Collected data:
————

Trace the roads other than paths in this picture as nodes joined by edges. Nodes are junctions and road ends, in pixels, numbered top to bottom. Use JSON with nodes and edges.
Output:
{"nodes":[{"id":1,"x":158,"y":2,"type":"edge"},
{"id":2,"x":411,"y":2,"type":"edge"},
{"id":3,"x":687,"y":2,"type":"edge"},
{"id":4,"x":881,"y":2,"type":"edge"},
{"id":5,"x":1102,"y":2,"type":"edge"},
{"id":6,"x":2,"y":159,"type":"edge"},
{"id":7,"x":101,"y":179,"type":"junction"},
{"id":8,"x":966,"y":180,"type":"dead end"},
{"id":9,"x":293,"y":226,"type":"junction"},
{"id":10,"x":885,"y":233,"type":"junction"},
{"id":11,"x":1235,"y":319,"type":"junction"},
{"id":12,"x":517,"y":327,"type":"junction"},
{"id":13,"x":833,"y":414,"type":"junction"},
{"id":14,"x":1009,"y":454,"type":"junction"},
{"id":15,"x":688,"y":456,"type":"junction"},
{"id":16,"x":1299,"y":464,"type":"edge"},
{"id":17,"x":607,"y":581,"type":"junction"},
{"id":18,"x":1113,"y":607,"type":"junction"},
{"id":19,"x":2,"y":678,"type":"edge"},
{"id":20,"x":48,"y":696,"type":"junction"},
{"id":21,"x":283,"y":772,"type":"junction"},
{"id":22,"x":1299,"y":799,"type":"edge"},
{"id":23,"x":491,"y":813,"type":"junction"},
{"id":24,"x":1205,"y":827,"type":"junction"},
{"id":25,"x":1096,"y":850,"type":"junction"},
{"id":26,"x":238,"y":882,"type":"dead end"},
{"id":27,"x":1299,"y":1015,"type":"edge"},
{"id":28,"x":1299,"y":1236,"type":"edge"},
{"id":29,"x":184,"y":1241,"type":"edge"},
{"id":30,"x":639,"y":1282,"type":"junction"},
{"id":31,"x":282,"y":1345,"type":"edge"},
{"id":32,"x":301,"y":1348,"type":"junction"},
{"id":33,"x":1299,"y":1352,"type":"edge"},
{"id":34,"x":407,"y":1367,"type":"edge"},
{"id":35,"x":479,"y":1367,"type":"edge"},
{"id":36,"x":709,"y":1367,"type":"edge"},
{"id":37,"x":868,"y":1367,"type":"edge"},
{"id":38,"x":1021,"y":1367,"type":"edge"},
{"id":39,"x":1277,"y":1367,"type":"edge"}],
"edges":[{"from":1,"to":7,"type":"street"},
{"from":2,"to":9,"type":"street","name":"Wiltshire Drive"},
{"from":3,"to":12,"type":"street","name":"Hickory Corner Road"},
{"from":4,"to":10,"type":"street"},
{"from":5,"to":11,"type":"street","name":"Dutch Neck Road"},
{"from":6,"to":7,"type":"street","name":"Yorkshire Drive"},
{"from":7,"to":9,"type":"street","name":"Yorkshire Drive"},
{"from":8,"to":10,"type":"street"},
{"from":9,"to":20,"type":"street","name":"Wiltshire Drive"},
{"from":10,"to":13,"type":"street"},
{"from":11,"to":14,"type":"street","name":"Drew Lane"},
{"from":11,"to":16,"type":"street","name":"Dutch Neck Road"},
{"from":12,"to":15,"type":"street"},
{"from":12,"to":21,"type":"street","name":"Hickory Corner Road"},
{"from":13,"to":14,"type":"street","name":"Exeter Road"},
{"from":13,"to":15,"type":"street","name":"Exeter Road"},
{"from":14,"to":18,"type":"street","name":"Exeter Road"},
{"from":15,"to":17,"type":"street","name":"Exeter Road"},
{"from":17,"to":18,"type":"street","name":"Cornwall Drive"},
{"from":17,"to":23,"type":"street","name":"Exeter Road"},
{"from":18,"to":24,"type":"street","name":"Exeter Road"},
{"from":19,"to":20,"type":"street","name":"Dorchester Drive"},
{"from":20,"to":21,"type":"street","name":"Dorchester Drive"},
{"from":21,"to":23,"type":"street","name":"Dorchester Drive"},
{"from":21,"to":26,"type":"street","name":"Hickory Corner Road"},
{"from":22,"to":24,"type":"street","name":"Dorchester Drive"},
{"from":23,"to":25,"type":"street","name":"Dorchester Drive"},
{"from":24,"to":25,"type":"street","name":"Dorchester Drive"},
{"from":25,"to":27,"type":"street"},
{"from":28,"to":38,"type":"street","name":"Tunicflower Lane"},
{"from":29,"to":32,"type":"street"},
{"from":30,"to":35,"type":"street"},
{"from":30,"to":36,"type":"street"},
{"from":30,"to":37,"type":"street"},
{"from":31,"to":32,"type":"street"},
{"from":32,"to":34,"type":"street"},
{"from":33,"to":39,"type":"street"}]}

————

Copy every record verbatim.

Trace the roads other than paths in this picture as nodes joined by edges. Nodes are junctions and road ends, in pixels, numbered top to bottom. Use JSON with nodes and edges.
Output:
{"nodes":[{"id":1,"x":158,"y":2,"type":"edge"},
{"id":2,"x":411,"y":2,"type":"edge"},
{"id":3,"x":687,"y":2,"type":"edge"},
{"id":4,"x":881,"y":2,"type":"edge"},
{"id":5,"x":1102,"y":2,"type":"edge"},
{"id":6,"x":2,"y":159,"type":"edge"},
{"id":7,"x":101,"y":179,"type":"junction"},
{"id":8,"x":966,"y":180,"type":"dead end"},
{"id":9,"x":293,"y":226,"type":"junction"},
{"id":10,"x":885,"y":233,"type":"junction"},
{"id":11,"x":1235,"y":319,"type":"junction"},
{"id":12,"x":517,"y":327,"type":"junction"},
{"id":13,"x":833,"y":414,"type":"junction"},
{"id":14,"x":1009,"y":454,"type":"junction"},
{"id":15,"x":688,"y":456,"type":"junction"},
{"id":16,"x":1299,"y":464,"type":"edge"},
{"id":17,"x":607,"y":581,"type":"junction"},
{"id":18,"x":1113,"y":607,"type":"junction"},
{"id":19,"x":2,"y":678,"type":"edge"},
{"id":20,"x":48,"y":696,"type":"junction"},
{"id":21,"x":283,"y":772,"type":"junction"},
{"id":22,"x":1299,"y":799,"type":"edge"},
{"id":23,"x":491,"y":813,"type":"junction"},
{"id":24,"x":1205,"y":827,"type":"junction"},
{"id":25,"x":1096,"y":850,"type":"junction"},
{"id":26,"x":238,"y":882,"type":"dead end"},
{"id":27,"x":1299,"y":1015,"type":"edge"},
{"id":28,"x":1299,"y":1236,"type":"edge"},
{"id":29,"x":184,"y":1241,"type":"edge"},
{"id":30,"x":639,"y":1282,"type":"junction"},
{"id":31,"x":282,"y":1345,"type":"edge"},
{"id":32,"x":301,"y":1348,"type":"junction"},
{"id":33,"x":1299,"y":1352,"type":"edge"},
{"id":34,"x":407,"y":1367,"type":"edge"},
{"id":35,"x":479,"y":1367,"type":"edge"},
{"id":36,"x":709,"y":1367,"type":"edge"},
{"id":37,"x":868,"y":1367,"type":"edge"},
{"id":38,"x":1021,"y":1367,"type":"edge"},
{"id":39,"x":1277,"y":1367,"type":"edge"}],
"edges":[{"from":1,"to":7,"type":"street"},
{"from":2,"to":9,"type":"street","name":"Wiltshire Drive"},
{"from":3,"to":12,"type":"street","name":"Hickory Corner Road"},
{"from":4,"to":10,"type":"street"},
{"from":5,"to":11,"type":"street","name":"Dutch Neck Road"},
{"from":6,"to":7,"type":"street","name":"Yorkshire Drive"},
{"from":7,"to":9,"type":"street","name":"Yorkshire Drive"},
{"from":8,"to":10,"type":"street"},
{"from":9,"to":20,"type":"street","name":"Wiltshire Drive"},
{"from":10,"to":13,"type":"street"},
{"from":11,"to":14,"type":"street","name":"Drew Lane"},
{"from":11,"to":16,"type":"street","name":"Dutch Neck Road"},
{"from":12,"to":15,"type":"street"},
{"from":12,"to":21,"type":"street","name":"Hickory Corner Road"},
{"from":13,"to":14,"type":"street","name":"Exeter Road"},
{"from":13,"to":15,"type":"street","name":"Exeter Road"},
{"from":14,"to":18,"type":"street","name":"Exeter Road"},
{"from":15,"to":17,"type":"street","name":"Exeter Road"},
{"from":17,"to":18,"type":"street","name":"Cornwall Drive"},
{"from":17,"to":23,"type":"street","name":"Exeter Road"},
{"from":18,"to":24,"type":"street","name":"Exeter Road"},
{"from":19,"to":20,"type":"street","name":"Dorchester Drive"},
{"from":20,"to":21,"type":"street","name":"Dorchester Drive"},
{"from":21,"to":23,"type":"street","name":"Dorchester Drive"},
{"from":21,"to":26,"type":"street","name":"Hickory Corner Road"},
{"from":22,"to":24,"type":"street","name":"Dorchester Drive"},
{"from":23,"to":25,"type":"street","name":"Dorchester Drive"},
{"from":24,"to":25,"type":"street","name":"Dorchester Drive"},
{"from":25,"to":27,"type":"street"},
{"from":28,"to":38,"type":"street","name":"Tunicflower Lane"},
{"from":29,"to":32,"type":"street"},
{"from":30,"to":35,"type":"street"},
{"from":30,"to":36,"type":"street"},
{"from":30,"to":37,"type":"street"},
{"from":31,"to":32,"type":"street"},
{"from":32,"to":34,"type":"street"},
{"from":33,"to":39,"type":"street"}]}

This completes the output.